TO DO -
Within the records, find every line that includes the word "direction" and copy it.

■ ■ ■ ■ ■

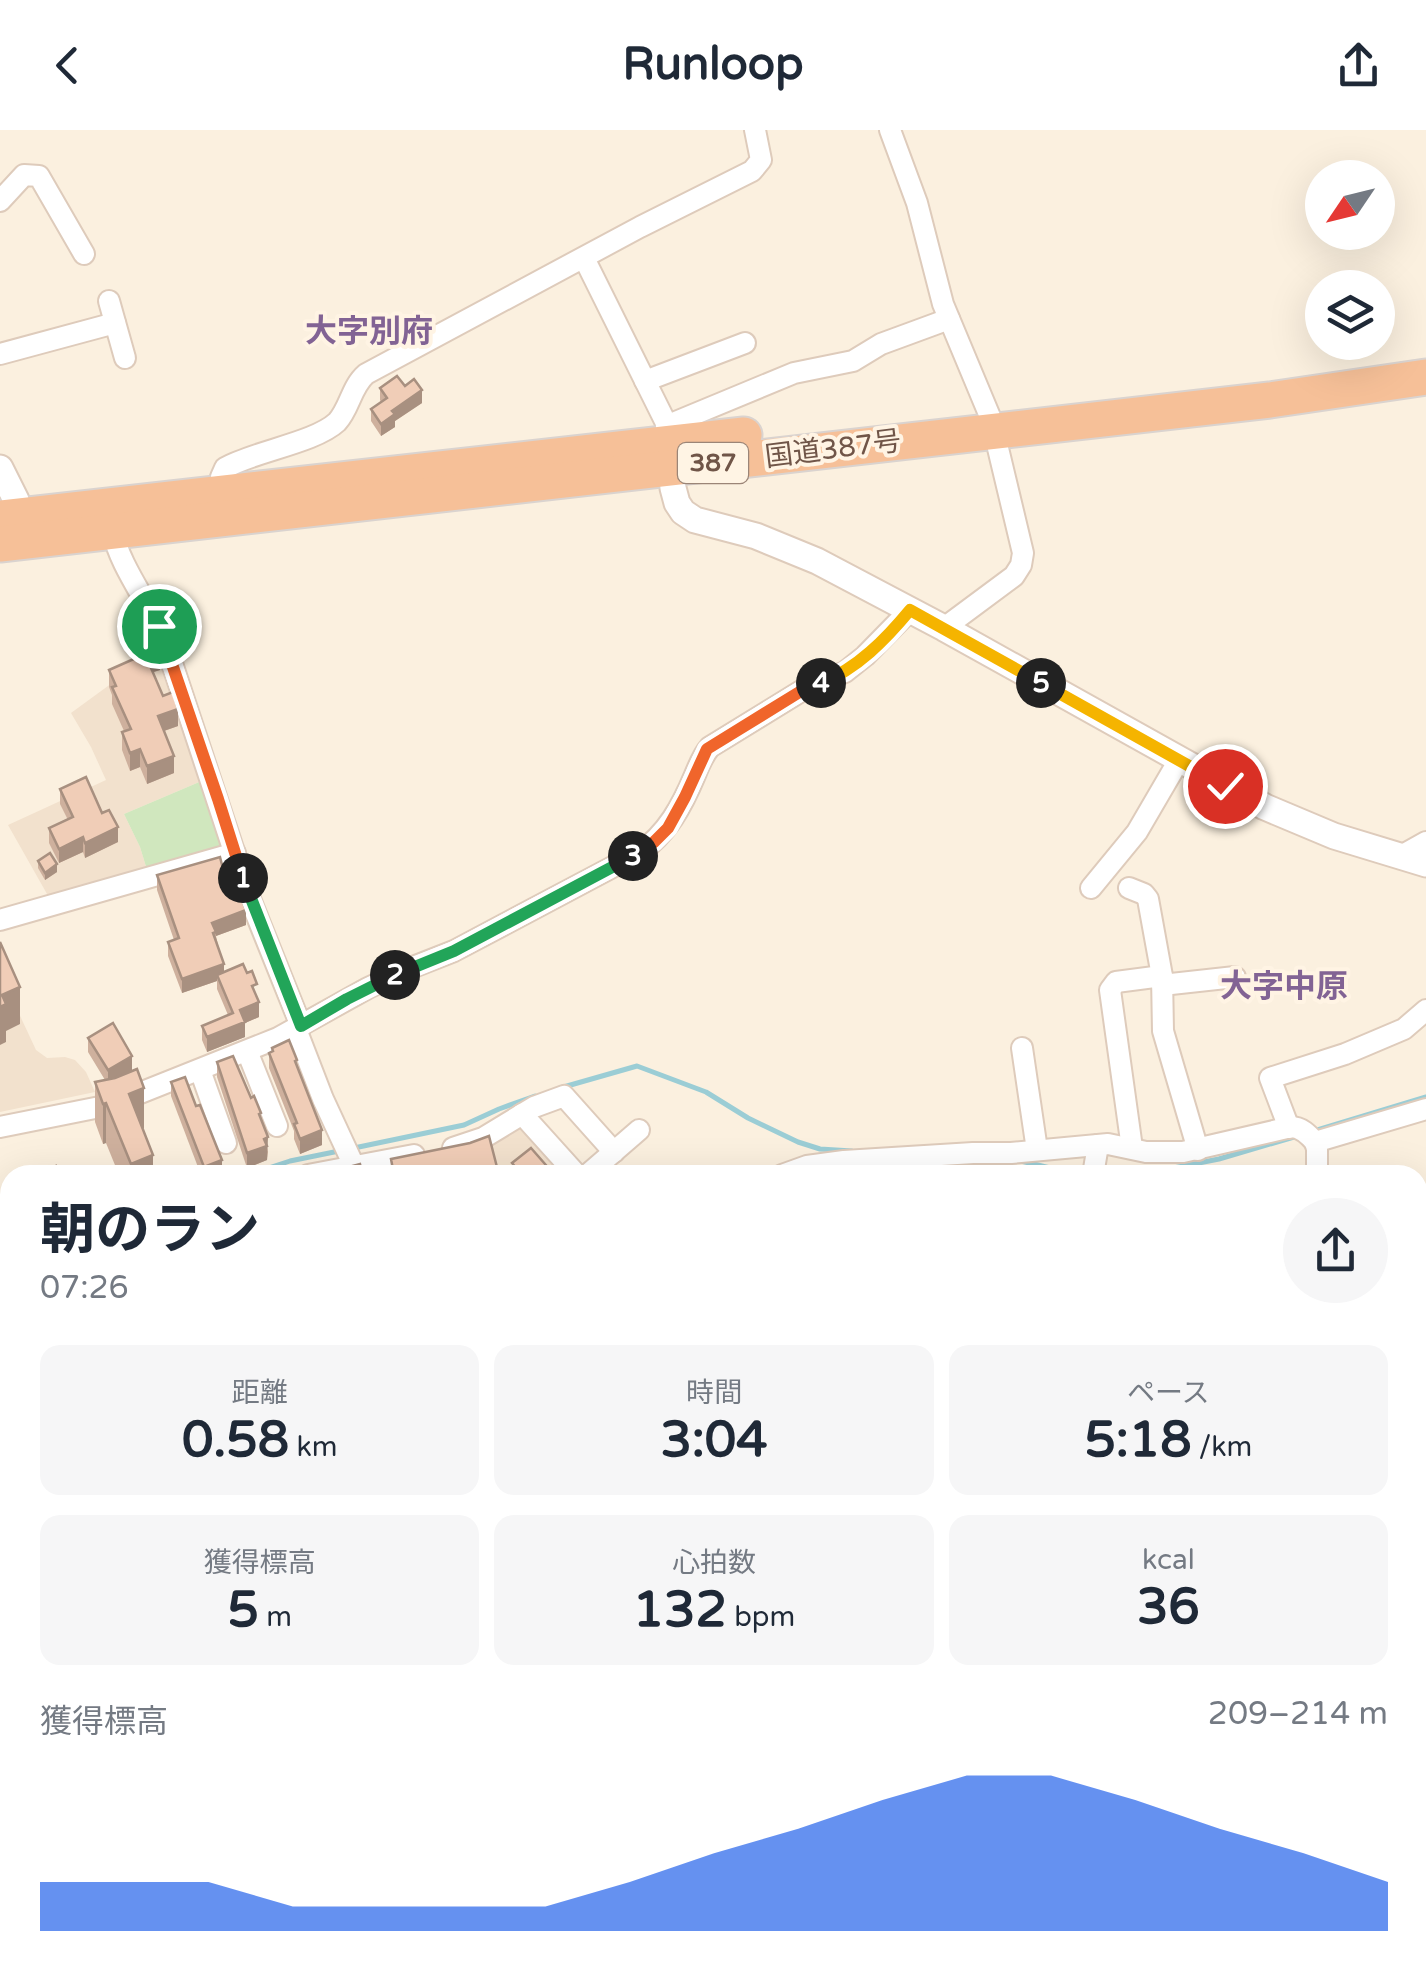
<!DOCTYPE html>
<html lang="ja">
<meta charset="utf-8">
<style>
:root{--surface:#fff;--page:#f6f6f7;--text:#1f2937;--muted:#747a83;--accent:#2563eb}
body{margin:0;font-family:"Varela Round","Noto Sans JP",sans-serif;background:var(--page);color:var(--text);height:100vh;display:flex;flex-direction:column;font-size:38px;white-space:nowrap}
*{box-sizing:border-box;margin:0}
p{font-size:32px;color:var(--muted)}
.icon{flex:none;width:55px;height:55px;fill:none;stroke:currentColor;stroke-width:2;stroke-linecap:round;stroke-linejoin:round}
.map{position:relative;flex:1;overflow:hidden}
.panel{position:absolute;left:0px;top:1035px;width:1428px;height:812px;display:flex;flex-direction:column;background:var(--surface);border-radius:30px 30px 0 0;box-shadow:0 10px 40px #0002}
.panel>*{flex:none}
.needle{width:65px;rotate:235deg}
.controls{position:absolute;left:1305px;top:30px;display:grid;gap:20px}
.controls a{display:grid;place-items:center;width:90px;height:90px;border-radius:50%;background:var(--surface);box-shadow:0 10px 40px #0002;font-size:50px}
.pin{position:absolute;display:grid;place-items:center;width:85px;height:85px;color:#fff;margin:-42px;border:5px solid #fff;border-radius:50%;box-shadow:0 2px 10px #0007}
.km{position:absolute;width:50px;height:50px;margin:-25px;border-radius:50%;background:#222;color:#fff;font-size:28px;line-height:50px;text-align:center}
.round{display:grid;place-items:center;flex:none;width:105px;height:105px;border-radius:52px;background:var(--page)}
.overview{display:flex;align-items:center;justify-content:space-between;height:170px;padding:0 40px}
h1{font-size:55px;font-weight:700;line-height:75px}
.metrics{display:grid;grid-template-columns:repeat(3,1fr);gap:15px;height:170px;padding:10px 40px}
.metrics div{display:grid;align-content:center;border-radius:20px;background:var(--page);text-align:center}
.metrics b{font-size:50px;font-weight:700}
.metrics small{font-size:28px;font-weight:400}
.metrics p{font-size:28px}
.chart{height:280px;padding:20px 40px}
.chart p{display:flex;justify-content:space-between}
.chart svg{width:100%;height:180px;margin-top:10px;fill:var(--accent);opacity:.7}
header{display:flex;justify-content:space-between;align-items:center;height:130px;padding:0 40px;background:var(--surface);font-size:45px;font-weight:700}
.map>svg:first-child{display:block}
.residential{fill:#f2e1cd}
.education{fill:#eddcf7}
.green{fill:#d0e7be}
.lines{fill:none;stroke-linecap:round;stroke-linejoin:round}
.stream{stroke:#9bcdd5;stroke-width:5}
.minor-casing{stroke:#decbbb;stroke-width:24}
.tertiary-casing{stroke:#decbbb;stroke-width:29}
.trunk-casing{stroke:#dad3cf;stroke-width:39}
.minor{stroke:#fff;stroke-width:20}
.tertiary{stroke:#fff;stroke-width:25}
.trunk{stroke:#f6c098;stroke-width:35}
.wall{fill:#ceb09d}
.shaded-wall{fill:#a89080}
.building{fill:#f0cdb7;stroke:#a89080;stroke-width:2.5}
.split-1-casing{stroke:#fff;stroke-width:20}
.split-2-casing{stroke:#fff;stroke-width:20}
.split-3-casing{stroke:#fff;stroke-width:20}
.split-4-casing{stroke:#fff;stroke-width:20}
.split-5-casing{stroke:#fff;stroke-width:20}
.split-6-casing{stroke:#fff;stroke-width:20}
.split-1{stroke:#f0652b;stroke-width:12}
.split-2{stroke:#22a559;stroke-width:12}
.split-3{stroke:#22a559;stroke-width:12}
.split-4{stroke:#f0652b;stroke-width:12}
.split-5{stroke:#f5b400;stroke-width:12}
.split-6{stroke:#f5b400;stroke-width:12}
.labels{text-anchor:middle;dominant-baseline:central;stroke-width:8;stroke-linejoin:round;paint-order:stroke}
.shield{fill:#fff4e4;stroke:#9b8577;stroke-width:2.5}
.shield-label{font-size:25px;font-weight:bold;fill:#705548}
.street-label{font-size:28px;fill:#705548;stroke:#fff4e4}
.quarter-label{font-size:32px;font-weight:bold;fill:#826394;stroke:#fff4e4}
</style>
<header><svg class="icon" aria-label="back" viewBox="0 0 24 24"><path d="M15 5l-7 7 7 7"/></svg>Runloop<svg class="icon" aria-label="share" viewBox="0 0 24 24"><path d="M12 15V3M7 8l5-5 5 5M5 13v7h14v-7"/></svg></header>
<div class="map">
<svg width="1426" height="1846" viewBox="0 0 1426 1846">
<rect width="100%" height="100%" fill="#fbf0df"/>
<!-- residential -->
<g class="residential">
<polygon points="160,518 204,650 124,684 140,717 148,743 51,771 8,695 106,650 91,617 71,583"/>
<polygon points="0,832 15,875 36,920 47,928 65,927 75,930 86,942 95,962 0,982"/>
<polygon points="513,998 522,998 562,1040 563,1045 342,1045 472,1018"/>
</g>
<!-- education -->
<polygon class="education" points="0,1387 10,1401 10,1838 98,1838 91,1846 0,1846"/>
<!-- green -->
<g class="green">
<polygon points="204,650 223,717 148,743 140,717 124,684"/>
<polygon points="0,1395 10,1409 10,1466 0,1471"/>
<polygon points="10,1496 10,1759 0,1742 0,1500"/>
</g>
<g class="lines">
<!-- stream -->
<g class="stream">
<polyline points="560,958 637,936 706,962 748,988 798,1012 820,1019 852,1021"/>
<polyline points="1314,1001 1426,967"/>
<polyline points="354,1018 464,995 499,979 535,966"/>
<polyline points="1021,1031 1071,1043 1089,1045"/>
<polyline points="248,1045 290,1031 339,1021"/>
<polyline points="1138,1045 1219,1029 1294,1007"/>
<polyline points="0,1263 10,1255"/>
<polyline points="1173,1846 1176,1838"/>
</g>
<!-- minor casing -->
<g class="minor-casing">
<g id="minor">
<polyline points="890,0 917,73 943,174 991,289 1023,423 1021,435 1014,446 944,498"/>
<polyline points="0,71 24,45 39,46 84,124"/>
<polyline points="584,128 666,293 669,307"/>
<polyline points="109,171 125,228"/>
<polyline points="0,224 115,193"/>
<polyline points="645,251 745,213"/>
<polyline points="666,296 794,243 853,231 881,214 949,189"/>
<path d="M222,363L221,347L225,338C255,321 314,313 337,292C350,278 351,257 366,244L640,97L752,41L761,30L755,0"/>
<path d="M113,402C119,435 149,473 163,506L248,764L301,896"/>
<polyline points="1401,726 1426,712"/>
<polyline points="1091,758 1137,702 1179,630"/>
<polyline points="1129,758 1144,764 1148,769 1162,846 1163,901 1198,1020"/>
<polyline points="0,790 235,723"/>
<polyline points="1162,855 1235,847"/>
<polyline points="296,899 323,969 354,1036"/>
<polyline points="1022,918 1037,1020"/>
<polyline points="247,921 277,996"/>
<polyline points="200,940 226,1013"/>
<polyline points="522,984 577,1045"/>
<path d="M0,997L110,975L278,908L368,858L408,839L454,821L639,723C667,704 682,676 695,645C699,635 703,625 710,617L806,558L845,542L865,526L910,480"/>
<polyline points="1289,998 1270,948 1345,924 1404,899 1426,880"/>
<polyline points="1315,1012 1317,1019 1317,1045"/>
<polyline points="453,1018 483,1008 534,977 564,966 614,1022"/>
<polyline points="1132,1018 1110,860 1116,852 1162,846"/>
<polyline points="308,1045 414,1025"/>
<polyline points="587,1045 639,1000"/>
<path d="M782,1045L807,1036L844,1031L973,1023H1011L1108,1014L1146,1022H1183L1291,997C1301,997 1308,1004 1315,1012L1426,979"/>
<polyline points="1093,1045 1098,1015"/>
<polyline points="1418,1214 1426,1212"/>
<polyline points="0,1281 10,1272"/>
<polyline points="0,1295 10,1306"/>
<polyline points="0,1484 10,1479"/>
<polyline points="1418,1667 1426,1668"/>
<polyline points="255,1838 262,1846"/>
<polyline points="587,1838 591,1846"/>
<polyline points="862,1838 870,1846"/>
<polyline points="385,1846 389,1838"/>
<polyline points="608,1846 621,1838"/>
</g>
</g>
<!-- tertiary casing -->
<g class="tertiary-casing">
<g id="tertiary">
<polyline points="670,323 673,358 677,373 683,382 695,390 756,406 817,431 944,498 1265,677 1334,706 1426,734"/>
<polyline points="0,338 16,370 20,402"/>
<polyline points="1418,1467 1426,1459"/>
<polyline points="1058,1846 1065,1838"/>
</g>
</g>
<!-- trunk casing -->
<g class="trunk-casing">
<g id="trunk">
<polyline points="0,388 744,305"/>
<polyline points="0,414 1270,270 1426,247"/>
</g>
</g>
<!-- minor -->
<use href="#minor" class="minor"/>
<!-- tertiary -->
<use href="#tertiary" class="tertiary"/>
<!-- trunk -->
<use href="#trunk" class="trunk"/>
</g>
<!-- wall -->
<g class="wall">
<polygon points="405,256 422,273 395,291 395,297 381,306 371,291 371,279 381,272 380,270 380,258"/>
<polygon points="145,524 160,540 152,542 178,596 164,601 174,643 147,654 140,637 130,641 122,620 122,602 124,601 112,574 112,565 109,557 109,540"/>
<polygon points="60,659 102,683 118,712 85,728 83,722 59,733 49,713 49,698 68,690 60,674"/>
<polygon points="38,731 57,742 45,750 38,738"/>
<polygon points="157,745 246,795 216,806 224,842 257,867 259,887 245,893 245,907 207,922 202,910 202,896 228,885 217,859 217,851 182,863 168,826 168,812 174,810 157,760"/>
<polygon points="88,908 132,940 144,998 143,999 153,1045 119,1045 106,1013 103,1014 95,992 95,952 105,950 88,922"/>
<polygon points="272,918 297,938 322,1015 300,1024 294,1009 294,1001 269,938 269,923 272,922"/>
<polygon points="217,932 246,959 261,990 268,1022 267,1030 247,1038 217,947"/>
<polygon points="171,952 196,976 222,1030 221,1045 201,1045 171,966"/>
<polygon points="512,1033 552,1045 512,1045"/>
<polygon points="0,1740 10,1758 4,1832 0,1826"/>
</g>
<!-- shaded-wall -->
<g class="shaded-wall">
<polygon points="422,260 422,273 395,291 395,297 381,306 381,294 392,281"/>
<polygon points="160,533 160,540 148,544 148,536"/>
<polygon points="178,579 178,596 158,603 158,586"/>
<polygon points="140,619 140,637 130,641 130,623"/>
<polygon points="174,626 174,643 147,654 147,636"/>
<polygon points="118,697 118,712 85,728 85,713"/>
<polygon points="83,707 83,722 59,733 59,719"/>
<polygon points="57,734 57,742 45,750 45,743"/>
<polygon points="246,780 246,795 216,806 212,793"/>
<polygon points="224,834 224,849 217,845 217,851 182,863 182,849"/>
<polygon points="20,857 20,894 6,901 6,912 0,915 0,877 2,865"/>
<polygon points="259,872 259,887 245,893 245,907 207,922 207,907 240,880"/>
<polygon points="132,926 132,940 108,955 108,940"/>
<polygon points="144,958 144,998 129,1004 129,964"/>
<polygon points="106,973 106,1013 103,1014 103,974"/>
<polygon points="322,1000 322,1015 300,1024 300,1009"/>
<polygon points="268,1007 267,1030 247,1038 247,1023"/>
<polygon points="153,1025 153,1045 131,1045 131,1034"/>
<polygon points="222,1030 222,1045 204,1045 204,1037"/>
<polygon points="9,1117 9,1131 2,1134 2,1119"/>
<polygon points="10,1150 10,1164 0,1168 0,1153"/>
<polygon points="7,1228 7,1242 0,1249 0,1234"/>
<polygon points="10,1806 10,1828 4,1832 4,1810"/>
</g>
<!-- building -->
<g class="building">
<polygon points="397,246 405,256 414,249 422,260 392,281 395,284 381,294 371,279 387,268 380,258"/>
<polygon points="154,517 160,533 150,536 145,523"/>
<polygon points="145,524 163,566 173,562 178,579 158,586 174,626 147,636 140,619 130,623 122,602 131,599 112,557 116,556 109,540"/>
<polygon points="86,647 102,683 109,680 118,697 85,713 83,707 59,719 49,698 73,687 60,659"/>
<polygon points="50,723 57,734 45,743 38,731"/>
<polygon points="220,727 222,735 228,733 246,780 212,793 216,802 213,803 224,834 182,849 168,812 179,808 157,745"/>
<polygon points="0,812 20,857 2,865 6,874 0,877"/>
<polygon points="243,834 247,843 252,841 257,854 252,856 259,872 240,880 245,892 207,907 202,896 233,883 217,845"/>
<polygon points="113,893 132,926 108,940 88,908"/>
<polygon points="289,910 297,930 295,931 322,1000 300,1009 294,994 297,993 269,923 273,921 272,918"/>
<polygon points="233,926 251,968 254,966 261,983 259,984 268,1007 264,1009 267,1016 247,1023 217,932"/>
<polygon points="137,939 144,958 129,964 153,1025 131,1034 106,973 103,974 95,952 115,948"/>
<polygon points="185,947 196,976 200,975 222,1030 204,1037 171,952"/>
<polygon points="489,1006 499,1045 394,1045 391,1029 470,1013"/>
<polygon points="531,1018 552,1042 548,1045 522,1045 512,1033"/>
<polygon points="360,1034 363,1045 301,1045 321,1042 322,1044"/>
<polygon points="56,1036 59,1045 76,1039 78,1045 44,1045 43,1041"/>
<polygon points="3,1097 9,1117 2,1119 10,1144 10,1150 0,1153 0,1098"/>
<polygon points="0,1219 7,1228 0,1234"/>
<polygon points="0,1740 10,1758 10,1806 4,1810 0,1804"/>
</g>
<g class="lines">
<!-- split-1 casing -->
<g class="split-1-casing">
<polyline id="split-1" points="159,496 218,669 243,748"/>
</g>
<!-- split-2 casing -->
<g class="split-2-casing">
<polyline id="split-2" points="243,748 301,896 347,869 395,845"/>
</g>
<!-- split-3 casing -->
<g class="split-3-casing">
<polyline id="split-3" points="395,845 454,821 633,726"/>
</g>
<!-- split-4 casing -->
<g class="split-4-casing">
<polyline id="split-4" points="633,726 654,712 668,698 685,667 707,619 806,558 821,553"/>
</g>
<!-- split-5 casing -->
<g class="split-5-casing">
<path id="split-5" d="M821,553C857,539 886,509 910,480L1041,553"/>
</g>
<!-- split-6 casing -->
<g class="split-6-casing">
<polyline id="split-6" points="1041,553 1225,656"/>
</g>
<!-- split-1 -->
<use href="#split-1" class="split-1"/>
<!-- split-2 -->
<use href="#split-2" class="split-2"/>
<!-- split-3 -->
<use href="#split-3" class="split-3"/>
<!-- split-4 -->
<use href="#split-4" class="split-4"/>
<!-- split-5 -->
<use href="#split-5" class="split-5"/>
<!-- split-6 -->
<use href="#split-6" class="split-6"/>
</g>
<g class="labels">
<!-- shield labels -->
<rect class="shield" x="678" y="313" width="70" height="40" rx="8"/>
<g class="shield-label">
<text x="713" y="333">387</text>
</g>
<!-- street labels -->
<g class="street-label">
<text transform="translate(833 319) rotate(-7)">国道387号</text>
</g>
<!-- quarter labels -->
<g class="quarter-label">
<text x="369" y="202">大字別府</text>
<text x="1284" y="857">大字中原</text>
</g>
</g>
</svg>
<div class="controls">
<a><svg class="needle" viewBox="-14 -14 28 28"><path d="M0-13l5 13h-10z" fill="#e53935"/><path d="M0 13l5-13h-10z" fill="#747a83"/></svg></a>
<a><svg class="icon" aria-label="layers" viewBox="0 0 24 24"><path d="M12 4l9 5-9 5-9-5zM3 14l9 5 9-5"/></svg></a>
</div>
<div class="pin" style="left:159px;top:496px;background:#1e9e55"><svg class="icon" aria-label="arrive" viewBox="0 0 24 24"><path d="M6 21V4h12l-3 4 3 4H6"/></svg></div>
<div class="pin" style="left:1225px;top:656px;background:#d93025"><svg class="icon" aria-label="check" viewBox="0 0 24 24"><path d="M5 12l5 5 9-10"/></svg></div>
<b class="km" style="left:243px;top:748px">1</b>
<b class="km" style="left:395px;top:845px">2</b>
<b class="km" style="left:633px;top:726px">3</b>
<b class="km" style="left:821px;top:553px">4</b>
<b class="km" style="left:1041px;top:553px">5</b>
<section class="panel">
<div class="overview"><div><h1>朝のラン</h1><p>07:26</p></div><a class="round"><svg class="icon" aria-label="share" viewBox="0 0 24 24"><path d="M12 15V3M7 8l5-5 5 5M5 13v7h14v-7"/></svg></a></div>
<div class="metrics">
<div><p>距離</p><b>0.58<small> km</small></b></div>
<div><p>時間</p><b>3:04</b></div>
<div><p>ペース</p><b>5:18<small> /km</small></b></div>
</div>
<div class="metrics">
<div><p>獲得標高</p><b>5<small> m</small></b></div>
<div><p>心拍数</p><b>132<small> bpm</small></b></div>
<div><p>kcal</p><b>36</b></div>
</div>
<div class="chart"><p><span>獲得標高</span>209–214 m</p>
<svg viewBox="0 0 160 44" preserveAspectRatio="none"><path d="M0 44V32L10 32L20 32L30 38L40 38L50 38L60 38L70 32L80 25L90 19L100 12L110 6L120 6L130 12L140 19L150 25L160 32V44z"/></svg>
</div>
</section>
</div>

■ ■ ■ ■ ■

SOLVED EXERCISE -
body{margin:0;font-family:"Varela Round","Noto Sans JP",sans-serif;background:var(--page);color:var(--text);height:100vh;display:flex;flex-direction:column;font-size:38px;white-space:nowrap}
.panel{position:absolute;left:0px;top:1035px;width:1428px;height:812px;display:flex;flex-direction:column;background:var(--surface);border-radius:30px 30px 0 0;box-shadow:0 10px 40px #0002}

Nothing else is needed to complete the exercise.